• [What the exercise asks] Report all lines of the records that contain "Ashari".

• [Dataset entries]
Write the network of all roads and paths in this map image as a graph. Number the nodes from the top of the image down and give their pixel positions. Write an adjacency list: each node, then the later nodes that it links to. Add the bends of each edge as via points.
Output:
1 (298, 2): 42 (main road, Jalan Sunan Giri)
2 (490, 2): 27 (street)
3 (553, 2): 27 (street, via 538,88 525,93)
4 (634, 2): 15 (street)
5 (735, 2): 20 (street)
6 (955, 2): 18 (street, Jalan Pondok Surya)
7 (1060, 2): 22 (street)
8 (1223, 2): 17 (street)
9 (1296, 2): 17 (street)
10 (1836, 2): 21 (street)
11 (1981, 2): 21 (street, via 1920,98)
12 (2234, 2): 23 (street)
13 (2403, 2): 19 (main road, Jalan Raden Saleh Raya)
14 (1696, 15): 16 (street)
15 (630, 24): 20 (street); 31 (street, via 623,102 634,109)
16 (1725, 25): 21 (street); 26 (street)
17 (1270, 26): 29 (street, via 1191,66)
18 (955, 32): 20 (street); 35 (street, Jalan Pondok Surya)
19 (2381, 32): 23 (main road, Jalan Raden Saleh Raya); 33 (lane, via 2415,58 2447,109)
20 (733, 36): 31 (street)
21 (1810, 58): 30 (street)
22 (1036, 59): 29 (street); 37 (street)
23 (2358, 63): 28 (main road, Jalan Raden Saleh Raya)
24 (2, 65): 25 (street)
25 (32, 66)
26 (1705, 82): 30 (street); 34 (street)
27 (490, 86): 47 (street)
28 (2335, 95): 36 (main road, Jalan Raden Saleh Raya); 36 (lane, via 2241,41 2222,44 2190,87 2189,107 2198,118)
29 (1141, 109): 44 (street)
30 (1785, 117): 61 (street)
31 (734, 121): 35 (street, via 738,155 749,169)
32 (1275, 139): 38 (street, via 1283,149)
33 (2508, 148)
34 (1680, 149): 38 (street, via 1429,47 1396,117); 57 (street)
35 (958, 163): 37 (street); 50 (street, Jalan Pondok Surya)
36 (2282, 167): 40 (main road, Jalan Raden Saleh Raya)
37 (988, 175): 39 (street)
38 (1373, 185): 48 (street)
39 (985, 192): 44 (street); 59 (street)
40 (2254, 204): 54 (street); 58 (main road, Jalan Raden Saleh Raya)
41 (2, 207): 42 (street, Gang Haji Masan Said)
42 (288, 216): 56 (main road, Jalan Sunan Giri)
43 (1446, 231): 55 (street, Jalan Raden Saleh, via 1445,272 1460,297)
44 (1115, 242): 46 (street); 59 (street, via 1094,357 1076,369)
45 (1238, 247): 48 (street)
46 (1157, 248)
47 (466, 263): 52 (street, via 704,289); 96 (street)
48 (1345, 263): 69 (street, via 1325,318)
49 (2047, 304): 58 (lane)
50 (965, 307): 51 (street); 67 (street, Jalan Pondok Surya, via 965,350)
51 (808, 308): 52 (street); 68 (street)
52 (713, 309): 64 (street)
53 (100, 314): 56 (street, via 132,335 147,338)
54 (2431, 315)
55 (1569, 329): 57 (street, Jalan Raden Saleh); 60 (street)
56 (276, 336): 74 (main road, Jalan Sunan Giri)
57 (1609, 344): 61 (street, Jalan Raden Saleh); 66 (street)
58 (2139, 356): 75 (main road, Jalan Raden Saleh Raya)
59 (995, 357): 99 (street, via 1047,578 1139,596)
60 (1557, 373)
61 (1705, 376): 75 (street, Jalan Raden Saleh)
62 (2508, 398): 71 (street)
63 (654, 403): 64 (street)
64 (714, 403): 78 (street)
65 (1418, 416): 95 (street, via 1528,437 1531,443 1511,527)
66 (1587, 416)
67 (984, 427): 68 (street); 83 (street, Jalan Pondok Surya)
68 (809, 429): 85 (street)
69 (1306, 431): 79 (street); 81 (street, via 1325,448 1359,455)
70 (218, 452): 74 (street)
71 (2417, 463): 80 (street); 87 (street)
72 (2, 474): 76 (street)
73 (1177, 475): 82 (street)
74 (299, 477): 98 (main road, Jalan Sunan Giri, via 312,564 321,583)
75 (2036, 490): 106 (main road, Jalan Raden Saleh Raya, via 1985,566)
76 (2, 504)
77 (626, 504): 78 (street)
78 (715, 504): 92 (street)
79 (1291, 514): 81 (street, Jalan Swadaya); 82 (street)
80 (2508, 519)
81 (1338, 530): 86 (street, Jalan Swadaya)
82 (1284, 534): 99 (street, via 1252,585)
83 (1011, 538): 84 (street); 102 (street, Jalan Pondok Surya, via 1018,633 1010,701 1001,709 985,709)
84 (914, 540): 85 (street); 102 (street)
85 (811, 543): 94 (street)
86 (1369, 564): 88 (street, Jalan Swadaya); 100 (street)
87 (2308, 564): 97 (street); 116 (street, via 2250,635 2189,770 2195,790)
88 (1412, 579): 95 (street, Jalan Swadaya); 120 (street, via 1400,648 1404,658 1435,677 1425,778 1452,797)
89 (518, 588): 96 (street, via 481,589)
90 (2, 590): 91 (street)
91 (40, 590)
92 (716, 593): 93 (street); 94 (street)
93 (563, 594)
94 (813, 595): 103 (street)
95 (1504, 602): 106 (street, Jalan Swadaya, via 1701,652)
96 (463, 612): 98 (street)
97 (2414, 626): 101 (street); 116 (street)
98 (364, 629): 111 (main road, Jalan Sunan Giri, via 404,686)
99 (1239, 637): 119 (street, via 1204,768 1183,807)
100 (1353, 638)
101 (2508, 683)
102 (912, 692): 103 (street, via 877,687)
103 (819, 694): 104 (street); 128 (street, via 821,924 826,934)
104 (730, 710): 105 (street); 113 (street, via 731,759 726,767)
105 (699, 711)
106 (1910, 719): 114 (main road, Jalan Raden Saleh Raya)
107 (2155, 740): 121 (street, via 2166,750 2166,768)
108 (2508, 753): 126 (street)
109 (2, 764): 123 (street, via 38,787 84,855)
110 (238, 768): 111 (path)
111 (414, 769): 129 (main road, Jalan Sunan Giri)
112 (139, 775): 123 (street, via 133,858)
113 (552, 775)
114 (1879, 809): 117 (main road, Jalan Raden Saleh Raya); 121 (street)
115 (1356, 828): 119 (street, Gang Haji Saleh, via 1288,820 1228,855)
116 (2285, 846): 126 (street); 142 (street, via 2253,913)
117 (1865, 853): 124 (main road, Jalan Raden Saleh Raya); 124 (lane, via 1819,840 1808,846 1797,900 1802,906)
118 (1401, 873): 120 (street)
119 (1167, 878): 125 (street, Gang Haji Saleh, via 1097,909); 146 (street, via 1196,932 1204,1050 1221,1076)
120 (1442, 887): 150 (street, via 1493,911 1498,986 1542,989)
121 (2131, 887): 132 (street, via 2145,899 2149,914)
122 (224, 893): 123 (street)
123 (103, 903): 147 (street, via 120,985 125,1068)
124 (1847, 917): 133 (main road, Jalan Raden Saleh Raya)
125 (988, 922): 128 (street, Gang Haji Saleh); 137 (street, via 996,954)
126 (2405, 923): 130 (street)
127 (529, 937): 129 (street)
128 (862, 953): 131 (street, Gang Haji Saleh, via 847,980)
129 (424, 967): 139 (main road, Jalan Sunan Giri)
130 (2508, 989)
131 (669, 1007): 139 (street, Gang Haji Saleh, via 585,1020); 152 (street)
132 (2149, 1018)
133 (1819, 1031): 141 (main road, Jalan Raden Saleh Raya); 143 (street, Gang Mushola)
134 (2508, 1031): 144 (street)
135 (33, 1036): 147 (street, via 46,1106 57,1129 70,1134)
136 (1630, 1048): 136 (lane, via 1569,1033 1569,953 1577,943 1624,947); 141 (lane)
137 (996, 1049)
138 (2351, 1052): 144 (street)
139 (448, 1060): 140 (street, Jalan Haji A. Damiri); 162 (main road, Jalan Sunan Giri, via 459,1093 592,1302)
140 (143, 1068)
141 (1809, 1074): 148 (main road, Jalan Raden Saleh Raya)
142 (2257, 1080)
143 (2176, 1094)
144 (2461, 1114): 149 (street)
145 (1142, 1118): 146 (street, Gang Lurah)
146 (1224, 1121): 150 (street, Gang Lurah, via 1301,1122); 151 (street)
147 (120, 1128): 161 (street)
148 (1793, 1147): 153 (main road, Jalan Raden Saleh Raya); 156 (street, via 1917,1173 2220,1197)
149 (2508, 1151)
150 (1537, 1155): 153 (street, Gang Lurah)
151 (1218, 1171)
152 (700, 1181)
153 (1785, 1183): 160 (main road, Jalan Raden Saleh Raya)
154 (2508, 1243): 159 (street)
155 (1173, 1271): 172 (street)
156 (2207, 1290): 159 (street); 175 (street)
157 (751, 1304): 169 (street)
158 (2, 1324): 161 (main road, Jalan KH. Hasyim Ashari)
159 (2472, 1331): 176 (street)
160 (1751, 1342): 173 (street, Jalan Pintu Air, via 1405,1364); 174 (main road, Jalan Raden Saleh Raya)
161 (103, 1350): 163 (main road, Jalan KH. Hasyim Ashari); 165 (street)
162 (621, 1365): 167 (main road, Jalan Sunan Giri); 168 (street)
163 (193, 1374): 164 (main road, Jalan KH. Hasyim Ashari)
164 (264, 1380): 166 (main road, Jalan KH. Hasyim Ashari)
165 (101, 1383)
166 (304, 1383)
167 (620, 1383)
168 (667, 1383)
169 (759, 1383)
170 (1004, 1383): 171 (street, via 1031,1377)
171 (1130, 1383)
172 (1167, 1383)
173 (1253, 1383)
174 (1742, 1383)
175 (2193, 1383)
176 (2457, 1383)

• [Response to the exercise]
158 (2, 1324): 161 (main road, Jalan KH. Hasyim Ashari)
161 (103, 1350): 163 (main road, Jalan KH. Hasyim Ashari); 165 (street)
163 (193, 1374): 164 (main road, Jalan KH. Hasyim Ashari)
164 (264, 1380): 166 (main road, Jalan KH. Hasyim Ashari)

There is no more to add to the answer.